──────── Material for this task ────────

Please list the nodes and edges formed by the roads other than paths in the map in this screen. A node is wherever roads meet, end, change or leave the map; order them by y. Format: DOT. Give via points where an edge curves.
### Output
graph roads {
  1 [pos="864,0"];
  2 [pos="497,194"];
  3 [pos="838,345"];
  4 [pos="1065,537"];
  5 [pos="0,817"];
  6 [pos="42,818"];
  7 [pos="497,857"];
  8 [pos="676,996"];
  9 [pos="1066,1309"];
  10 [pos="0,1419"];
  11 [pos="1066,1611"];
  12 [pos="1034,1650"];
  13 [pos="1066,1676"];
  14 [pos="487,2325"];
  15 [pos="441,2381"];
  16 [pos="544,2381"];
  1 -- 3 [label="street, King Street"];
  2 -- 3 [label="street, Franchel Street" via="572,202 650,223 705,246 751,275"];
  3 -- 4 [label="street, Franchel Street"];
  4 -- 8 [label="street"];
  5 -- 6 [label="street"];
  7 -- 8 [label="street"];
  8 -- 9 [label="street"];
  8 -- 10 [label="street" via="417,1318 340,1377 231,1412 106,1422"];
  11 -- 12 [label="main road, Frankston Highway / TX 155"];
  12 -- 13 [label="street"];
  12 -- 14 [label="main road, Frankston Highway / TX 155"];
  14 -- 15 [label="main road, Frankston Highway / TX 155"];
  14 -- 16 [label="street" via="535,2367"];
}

────────

◆ Task requirements
Word for word, copy out all the data given above.

◆ Answer for this exercise
Please list the nodes and edges formed by the roads other than paths in the map in this screen. A node is wherever roads meet, end, change or leave the map; order them by y. Format: DOT. Give via points where an edge curves.
### Output
graph roads {
  1 [pos="864,0"];
  2 [pos="497,194"];
  3 [pos="838,345"];
  4 [pos="1065,537"];
  5 [pos="0,817"];
  6 [pos="42,818"];
  7 [pos="497,857"];
  8 [pos="676,996"];
  9 [pos="1066,1309"];
  10 [pos="0,1419"];
  11 [pos="1066,1611"];
  12 [pos="1034,1650"];
  13 [pos="1066,1676"];
  14 [pos="487,2325"];
  15 [pos="441,2381"];
  16 [pos="544,2381"];
  1 -- 3 [label="street, King Street"];
  2 -- 3 [label="street, Franchel Street" via="572,202 650,223 705,246 751,275"];
  3 -- 4 [label="street, Franchel Street"];
  4 -- 8 [label="street"];
  5 -- 6 [label="street"];
  7 -- 8 [label="street"];
  8 -- 9 [label="street"];
  8 -- 10 [label="street" via="417,1318 340,1377 231,1412 106,1422"];
  11 -- 12 [label="main road, Frankston Highway / TX 155"];
  12 -- 13 [label="street"];
  12 -- 14 [label="main road, Frankston Highway / TX 155"];
  14 -- 15 [label="main road, Frankston Highway / TX 155"];
  14 -- 16 [label="street" via="535,2367"];
}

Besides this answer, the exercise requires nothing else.